--- START ---

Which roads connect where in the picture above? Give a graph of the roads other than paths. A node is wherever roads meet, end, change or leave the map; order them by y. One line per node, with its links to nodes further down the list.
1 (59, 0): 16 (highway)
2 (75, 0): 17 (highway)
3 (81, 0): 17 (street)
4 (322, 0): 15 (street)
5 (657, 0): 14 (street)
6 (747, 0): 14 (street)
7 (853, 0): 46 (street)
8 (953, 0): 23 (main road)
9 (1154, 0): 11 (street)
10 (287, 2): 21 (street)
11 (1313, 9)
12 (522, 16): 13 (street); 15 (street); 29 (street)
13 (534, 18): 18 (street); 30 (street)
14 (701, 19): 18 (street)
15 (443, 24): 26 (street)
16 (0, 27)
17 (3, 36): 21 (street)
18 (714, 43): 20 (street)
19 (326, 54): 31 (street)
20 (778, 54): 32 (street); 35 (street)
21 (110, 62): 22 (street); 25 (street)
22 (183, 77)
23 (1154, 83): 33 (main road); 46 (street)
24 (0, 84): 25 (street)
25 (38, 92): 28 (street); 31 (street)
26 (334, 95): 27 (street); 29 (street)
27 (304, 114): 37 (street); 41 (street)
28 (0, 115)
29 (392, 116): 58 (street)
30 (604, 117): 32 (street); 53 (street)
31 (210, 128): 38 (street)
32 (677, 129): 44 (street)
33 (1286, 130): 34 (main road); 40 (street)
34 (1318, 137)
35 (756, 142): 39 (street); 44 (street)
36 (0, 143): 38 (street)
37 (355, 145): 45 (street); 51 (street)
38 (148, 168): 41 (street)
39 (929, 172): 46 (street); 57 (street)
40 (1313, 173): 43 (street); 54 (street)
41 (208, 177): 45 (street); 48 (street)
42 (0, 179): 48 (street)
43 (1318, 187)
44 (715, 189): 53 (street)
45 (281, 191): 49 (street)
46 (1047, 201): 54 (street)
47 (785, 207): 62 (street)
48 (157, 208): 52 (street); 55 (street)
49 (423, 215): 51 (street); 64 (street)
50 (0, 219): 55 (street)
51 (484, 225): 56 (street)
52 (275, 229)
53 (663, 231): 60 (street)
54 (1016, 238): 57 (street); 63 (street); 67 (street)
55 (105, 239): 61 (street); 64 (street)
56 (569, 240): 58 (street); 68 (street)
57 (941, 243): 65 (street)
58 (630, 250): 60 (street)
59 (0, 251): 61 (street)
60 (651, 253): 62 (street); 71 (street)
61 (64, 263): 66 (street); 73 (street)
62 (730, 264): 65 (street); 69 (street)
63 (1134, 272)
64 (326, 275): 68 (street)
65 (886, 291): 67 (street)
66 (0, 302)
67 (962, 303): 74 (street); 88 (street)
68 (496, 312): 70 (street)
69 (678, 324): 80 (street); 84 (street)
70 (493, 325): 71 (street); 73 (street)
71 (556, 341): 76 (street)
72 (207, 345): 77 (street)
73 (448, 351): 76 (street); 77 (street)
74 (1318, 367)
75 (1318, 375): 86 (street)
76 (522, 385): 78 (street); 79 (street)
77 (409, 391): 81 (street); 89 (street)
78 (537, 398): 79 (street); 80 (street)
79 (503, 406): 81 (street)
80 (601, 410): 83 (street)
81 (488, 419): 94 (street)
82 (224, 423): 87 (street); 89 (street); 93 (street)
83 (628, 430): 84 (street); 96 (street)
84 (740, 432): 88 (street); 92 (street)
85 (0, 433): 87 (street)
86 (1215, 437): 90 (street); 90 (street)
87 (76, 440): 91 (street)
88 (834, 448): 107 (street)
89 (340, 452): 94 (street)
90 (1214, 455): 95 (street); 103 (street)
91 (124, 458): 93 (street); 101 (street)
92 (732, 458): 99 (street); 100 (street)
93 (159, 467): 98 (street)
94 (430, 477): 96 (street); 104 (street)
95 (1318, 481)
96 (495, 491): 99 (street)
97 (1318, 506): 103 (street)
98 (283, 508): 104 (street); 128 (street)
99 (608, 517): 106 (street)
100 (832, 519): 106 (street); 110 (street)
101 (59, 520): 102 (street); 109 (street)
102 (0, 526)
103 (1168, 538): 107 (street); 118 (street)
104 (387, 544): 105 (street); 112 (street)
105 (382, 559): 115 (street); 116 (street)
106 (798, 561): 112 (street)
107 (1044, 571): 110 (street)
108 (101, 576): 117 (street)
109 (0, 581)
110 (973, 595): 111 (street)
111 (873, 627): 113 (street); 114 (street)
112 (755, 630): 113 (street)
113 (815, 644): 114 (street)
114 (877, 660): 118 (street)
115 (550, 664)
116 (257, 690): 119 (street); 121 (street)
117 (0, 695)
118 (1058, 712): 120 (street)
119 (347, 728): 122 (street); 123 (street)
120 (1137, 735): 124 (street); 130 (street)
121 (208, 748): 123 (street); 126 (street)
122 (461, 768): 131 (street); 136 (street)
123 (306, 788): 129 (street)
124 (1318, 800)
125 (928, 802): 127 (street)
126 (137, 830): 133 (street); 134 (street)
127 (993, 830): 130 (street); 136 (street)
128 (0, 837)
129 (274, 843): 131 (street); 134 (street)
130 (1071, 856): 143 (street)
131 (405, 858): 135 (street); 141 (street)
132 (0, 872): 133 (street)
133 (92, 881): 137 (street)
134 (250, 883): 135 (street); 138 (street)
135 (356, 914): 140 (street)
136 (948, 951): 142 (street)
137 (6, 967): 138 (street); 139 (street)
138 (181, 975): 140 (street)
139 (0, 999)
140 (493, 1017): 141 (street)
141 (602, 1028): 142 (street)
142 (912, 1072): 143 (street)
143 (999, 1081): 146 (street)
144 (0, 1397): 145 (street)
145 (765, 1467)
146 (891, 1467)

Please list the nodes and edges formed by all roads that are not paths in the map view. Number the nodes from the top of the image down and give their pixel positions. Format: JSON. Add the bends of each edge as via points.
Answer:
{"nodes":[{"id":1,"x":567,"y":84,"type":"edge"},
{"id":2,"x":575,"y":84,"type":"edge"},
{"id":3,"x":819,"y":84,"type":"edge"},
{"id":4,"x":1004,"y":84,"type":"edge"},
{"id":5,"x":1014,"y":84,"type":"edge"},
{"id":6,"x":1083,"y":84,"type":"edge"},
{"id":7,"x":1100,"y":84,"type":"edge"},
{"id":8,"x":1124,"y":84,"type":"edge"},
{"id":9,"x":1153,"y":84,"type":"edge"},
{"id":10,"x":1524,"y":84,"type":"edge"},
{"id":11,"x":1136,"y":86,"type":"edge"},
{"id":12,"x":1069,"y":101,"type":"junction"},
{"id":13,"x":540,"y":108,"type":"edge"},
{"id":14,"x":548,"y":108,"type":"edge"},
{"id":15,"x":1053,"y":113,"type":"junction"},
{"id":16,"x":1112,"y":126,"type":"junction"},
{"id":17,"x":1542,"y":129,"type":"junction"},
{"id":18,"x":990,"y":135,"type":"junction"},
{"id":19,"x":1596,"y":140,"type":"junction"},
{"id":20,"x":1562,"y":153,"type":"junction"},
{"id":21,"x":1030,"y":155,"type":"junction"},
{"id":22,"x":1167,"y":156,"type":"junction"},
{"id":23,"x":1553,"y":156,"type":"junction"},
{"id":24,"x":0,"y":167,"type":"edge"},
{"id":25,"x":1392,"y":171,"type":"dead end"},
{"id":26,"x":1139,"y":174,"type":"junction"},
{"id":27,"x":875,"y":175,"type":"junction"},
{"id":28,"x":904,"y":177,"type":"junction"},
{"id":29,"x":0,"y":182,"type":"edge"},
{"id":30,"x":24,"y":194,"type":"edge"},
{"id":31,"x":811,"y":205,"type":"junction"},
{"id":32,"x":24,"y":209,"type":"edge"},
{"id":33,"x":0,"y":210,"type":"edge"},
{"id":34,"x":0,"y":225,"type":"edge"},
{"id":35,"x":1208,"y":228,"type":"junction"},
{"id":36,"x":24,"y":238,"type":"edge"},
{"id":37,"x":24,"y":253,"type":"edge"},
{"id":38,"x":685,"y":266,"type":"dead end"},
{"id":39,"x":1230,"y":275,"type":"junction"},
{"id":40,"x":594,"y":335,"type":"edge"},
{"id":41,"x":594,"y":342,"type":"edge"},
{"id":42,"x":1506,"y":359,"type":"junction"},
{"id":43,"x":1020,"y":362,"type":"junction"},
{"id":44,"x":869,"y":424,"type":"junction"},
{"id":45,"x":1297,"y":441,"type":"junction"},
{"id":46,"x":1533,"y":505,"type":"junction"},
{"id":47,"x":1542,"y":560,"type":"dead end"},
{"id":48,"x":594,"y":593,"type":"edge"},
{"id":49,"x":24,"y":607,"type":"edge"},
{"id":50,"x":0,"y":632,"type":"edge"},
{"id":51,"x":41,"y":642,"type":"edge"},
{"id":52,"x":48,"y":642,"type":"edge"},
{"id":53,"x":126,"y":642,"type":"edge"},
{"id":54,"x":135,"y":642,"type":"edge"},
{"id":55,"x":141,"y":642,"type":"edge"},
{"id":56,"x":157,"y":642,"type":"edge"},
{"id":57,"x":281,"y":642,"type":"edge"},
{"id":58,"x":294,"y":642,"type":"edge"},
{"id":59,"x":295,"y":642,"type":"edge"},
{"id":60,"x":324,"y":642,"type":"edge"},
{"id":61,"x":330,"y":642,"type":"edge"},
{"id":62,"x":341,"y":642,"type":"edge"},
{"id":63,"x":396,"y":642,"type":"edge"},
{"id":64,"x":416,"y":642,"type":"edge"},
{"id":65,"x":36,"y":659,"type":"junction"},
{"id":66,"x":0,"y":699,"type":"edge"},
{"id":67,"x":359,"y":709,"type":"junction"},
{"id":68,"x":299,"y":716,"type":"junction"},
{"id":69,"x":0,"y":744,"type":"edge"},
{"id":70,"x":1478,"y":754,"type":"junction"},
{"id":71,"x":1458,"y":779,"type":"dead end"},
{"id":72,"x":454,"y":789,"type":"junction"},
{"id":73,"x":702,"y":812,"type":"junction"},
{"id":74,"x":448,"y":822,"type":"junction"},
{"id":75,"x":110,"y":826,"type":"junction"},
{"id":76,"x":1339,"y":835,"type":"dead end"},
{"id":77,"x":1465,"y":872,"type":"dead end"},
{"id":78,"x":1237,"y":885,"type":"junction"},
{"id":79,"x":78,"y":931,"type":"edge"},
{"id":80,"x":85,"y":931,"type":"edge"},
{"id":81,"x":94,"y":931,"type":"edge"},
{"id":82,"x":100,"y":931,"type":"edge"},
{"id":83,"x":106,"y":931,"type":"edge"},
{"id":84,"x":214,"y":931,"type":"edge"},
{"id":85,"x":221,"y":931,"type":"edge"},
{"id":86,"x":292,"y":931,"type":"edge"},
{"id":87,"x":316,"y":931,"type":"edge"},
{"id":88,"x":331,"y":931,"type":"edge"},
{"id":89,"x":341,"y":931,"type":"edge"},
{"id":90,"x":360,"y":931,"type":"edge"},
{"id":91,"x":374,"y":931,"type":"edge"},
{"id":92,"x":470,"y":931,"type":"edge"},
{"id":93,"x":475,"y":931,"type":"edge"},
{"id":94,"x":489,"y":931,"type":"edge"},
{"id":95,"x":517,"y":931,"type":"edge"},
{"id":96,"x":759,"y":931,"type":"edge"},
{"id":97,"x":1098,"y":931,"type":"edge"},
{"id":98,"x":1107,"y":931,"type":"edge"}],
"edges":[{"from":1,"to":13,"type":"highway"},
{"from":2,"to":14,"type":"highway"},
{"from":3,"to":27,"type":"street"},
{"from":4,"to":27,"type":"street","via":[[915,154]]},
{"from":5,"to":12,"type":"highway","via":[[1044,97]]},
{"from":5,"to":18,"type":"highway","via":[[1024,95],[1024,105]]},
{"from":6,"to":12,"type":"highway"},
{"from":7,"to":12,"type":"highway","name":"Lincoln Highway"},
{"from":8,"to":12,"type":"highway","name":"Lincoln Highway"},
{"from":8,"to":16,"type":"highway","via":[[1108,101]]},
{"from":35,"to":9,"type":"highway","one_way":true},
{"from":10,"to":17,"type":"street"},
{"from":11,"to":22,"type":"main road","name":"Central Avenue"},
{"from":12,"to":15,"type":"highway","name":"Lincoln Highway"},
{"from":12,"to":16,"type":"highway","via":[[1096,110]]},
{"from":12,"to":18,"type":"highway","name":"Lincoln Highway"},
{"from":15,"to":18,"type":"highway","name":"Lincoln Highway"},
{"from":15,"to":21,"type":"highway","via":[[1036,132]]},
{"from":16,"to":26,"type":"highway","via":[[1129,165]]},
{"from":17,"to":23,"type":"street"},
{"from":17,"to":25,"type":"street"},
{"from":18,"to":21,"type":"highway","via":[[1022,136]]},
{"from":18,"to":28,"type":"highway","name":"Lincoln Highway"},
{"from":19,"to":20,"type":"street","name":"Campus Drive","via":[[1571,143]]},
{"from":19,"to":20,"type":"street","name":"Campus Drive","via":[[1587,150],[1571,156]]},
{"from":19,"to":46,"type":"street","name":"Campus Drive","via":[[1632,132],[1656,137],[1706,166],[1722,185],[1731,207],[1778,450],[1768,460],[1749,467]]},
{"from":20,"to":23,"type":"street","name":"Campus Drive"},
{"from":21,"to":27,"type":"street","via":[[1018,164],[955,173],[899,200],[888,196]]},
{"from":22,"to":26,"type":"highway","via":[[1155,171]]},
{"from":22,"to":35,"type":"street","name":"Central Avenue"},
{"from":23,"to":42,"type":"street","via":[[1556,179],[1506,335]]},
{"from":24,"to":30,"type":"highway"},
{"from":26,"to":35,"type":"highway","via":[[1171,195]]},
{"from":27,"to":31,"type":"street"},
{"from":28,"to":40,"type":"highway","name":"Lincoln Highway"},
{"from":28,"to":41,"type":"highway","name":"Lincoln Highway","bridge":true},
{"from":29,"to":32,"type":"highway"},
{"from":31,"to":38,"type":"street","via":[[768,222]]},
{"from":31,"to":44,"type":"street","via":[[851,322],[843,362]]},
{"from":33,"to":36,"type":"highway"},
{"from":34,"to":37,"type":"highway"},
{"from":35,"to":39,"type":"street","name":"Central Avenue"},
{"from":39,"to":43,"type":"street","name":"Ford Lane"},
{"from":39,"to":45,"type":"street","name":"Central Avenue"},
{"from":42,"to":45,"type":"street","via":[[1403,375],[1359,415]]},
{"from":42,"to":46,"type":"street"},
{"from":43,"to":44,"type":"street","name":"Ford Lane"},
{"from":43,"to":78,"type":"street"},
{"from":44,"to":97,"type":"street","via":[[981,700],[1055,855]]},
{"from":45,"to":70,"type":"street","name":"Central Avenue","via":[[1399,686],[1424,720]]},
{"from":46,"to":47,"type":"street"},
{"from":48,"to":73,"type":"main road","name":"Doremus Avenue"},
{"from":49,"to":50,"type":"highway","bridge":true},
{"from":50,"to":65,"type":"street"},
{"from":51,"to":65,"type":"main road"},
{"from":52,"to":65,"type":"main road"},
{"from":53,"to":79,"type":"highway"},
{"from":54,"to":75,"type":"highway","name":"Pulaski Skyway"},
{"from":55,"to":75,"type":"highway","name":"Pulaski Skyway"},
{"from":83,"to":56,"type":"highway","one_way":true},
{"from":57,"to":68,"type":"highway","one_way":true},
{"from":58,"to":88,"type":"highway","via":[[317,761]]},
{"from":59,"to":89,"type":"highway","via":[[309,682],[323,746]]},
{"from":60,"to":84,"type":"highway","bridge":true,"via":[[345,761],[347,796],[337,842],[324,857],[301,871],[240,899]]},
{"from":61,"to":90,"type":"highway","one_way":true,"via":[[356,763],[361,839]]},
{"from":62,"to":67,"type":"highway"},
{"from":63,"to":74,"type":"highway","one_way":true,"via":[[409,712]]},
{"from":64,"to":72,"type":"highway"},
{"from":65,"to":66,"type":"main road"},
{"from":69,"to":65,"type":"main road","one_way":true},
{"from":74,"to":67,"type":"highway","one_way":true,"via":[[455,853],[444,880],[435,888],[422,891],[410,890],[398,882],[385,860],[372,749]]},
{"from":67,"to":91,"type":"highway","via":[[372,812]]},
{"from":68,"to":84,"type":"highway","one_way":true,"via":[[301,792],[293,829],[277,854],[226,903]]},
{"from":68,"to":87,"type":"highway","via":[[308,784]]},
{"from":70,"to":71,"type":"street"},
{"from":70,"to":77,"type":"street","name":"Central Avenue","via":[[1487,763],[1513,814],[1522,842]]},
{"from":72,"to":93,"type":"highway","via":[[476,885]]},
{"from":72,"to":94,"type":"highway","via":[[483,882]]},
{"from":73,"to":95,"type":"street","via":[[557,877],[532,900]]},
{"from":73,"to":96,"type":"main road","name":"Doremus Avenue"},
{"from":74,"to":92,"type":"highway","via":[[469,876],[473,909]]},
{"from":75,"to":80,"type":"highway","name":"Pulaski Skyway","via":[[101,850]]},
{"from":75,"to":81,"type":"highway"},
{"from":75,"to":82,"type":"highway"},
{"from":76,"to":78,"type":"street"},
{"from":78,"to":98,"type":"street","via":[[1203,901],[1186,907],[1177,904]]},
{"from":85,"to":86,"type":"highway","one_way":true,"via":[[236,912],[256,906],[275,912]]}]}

--- END ---

[Work instructions] Every line above that includes the string "Lane" needs to be copied.

[Response to this task]
{"from":39,"to":43,"type":"street","name":"Ford Lane"},
{"from":43,"to":44,"type":"street","name":"Ford Lane"},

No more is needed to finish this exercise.